Obesity increases both the risk and mortality associated with many types of cancer including that of the breast. In mice, obesity increases both incidence of spontaneous tumors and burden of transplanted tumors. Our findings identify leptin, an adipose secreted cytokine, in promoting increased mammary tumor burden in obese mice and provide a link between this adipokine and cancer. Using a transplantable tumor that develops spontaneously in the murine mammary tumor virus-Wnt-1 transgenic mice, we show that tumors transplanted into obese leptin receptor (LepRb)-deficient (db/db) mice grow to eight times the volume of tumors transplanted into lean wild-type (WT) mice. However, tumor outgrowth and overall tumor burden is reduced in obese, leptin-deficient (ob/ob) mice. The residual tumors in ob/ob mice contain fewer undifferentiated tumor cells (keratin 6 immunopositive) compared with WT or db/db mice.
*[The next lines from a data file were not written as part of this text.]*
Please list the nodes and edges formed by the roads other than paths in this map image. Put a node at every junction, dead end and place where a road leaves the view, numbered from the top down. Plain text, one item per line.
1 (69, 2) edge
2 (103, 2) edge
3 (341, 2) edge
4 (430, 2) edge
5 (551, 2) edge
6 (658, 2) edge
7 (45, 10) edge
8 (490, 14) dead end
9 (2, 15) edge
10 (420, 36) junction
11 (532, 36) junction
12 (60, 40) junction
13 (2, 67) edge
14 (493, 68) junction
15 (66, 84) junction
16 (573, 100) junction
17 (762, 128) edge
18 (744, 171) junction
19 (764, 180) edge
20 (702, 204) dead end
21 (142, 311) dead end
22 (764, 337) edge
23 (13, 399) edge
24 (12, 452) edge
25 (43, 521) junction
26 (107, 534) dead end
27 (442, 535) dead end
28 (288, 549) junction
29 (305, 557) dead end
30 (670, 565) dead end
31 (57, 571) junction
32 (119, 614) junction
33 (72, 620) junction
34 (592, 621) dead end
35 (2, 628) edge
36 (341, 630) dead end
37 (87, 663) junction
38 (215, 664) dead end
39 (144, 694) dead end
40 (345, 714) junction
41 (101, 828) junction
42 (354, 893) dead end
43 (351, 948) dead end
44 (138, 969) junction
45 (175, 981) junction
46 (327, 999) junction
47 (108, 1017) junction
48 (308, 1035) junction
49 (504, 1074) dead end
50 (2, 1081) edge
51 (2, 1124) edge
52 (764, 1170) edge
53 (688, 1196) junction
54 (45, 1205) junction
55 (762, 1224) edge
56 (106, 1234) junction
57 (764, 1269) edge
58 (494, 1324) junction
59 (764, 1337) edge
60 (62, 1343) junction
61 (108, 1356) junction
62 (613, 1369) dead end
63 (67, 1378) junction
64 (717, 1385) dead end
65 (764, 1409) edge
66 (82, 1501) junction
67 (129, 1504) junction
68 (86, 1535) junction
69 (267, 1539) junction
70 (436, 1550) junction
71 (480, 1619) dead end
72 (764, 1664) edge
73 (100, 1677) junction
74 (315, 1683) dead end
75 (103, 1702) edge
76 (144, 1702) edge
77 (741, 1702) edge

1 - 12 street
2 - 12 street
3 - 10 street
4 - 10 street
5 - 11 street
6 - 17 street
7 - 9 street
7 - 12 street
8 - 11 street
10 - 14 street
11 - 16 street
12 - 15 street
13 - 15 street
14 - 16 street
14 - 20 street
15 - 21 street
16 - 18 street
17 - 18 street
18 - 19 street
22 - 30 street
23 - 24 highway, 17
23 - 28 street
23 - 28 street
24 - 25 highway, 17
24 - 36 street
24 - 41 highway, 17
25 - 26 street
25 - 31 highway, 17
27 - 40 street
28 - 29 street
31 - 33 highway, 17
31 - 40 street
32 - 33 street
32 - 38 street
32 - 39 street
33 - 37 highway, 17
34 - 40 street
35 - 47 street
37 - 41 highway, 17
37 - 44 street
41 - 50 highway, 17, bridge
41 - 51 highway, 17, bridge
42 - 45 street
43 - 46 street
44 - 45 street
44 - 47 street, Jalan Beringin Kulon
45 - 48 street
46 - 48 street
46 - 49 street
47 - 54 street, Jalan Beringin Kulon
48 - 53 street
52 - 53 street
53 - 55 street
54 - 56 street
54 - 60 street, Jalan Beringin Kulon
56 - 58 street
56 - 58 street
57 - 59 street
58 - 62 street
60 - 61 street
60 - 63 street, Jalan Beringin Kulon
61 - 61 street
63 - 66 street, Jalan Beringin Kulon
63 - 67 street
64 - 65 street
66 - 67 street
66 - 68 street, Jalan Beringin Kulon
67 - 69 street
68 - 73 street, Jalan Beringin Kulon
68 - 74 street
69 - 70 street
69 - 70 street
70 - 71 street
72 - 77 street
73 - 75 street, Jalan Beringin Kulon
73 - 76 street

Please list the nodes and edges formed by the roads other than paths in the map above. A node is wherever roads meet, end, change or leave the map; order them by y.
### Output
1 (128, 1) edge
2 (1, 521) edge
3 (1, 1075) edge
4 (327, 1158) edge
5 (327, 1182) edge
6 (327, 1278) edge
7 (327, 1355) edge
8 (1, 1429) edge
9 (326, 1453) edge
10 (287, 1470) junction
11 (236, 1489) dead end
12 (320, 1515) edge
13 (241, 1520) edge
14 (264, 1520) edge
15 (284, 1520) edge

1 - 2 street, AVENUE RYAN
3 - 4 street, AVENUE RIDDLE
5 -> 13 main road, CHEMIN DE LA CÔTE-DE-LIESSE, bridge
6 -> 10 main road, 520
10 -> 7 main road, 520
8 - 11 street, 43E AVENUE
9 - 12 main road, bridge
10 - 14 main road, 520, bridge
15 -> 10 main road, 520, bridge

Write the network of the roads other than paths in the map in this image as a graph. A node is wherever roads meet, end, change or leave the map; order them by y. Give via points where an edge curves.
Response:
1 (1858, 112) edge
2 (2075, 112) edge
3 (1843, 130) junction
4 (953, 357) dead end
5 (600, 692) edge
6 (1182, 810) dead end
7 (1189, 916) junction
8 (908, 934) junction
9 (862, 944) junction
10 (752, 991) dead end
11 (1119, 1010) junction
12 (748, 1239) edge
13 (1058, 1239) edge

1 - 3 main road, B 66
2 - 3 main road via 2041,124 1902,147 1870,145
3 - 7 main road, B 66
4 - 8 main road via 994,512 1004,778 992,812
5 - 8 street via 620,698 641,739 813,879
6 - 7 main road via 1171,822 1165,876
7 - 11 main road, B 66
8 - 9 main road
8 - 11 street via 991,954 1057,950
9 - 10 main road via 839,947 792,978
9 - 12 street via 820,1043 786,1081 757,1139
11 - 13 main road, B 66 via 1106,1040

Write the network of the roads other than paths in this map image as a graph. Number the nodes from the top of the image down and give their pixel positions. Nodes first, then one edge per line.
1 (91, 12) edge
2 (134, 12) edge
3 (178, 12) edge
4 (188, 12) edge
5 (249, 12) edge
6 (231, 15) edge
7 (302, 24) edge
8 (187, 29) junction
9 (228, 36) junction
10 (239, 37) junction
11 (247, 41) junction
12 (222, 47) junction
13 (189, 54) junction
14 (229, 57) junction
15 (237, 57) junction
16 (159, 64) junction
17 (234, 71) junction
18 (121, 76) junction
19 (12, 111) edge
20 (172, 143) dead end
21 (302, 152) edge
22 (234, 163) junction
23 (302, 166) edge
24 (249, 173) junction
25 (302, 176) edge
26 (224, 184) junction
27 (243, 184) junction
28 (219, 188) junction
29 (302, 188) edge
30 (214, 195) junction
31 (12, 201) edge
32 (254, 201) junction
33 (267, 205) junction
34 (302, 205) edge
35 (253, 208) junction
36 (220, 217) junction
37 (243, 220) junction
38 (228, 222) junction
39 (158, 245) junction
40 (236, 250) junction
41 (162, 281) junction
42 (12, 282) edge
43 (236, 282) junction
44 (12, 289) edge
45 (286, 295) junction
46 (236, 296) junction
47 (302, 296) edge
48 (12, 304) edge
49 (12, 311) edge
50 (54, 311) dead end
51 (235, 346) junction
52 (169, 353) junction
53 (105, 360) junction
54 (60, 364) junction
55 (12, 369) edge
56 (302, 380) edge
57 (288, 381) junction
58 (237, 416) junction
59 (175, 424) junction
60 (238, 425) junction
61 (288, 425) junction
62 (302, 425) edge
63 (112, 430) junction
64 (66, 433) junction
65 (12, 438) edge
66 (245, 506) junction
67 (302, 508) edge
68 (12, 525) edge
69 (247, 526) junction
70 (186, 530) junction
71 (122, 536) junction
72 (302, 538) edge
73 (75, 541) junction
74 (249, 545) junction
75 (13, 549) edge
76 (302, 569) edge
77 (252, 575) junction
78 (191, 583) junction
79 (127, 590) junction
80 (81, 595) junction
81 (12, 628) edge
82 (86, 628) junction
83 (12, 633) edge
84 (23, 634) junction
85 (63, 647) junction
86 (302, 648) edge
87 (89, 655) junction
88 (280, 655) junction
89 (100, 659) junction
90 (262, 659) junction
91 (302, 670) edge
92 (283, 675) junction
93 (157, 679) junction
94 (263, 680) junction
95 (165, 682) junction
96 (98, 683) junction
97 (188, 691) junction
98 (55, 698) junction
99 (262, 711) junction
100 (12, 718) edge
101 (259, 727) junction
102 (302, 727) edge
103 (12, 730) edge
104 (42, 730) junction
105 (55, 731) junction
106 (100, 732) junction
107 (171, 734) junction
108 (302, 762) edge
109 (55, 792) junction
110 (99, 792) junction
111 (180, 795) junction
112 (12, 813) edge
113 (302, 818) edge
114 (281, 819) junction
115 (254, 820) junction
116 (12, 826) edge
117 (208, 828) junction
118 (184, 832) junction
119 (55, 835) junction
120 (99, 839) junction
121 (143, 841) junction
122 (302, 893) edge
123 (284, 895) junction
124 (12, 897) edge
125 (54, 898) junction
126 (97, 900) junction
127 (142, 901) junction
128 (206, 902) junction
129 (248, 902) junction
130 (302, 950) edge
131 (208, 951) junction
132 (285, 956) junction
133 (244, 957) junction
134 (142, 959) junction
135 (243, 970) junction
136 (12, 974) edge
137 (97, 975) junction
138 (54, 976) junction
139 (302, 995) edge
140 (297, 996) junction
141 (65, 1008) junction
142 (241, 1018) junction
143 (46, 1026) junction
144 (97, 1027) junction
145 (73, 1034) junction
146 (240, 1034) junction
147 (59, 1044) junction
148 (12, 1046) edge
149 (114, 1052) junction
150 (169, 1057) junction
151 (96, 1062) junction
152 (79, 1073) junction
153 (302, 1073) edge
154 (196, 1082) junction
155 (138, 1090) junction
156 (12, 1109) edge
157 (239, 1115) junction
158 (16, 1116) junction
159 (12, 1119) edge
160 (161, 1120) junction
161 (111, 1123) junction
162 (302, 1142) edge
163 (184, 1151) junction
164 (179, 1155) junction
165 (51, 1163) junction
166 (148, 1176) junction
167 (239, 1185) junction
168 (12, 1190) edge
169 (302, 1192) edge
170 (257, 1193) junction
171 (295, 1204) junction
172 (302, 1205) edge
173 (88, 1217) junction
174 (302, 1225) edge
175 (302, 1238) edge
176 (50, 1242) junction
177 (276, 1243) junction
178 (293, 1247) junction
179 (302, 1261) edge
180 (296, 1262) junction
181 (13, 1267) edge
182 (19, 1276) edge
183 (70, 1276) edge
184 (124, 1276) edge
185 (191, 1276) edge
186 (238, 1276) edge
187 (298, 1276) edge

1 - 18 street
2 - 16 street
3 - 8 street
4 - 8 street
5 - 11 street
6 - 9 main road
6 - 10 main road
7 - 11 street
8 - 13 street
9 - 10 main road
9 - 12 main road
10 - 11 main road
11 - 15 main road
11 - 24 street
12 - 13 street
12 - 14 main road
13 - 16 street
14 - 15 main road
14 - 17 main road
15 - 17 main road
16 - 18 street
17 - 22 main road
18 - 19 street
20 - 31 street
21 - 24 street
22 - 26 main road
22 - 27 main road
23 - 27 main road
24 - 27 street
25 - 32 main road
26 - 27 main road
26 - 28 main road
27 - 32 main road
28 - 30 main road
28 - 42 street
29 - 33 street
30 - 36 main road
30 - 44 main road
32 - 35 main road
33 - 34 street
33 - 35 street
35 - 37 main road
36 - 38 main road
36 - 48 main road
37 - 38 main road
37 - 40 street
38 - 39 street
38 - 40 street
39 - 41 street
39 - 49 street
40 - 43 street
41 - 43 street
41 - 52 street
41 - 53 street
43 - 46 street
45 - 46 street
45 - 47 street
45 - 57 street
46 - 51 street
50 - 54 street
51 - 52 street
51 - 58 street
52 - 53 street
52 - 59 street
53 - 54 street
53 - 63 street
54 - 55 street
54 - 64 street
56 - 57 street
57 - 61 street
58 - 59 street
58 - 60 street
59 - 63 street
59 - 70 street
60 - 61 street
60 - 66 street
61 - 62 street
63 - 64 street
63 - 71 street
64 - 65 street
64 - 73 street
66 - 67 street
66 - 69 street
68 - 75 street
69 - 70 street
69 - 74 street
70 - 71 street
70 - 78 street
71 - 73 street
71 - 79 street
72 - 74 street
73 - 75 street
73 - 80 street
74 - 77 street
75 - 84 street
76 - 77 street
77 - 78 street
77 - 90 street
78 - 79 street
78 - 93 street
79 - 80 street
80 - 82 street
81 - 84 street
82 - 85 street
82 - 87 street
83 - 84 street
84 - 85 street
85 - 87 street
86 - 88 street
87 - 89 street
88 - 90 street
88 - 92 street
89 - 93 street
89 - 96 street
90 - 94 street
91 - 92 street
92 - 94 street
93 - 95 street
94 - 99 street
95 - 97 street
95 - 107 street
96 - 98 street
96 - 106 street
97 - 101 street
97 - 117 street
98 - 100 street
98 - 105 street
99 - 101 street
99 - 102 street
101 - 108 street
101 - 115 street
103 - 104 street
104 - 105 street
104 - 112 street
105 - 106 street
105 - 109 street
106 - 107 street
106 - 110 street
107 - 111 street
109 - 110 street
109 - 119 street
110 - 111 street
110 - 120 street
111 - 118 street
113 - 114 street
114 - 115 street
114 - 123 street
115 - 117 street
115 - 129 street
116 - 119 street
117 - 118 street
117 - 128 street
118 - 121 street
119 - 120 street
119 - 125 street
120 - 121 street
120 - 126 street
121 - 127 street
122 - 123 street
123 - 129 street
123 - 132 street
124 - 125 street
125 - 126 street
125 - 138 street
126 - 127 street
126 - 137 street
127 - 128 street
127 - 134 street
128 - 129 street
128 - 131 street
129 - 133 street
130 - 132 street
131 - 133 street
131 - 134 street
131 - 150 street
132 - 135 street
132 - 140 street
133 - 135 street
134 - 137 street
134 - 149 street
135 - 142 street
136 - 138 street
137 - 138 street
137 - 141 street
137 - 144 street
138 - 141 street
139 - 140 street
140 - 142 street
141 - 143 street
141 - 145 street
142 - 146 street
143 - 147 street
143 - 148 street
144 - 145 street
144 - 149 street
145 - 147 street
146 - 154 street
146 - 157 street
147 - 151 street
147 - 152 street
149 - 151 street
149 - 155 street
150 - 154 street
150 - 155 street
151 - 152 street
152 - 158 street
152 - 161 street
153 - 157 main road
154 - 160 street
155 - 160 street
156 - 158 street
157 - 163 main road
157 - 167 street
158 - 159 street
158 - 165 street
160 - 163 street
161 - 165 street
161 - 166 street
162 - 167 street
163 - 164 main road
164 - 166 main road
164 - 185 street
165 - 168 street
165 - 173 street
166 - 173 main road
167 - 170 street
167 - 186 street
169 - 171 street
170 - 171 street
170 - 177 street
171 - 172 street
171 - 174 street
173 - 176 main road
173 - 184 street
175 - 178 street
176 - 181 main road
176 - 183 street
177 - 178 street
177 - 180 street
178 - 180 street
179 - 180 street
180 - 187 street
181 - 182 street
Furthermore, tumors in ob/ob mice contain fewer cells expressing phosphorylated Akt, a growth promoting kinase activated by the LepRb, compared with WT and db/db mice. In vivo limiting dilution analysis of residual tumors from ob/ob mice indicated reduced tumor initiating activity suggesting fewer cancer stem cells (CSCs). The tumor cell populations reduced by leptin deficiency were identified by fluorescence-activated cell sorting and found to express LepRb. Finally, LepRb expressing tumor cells exhibit stem cell characteristics based on the ability to form tumorspheres in vitro and leptin promotes their survival. These studies provide critical new insight on the role of leptin in tumor growth and implicate LepRb as a CSC target.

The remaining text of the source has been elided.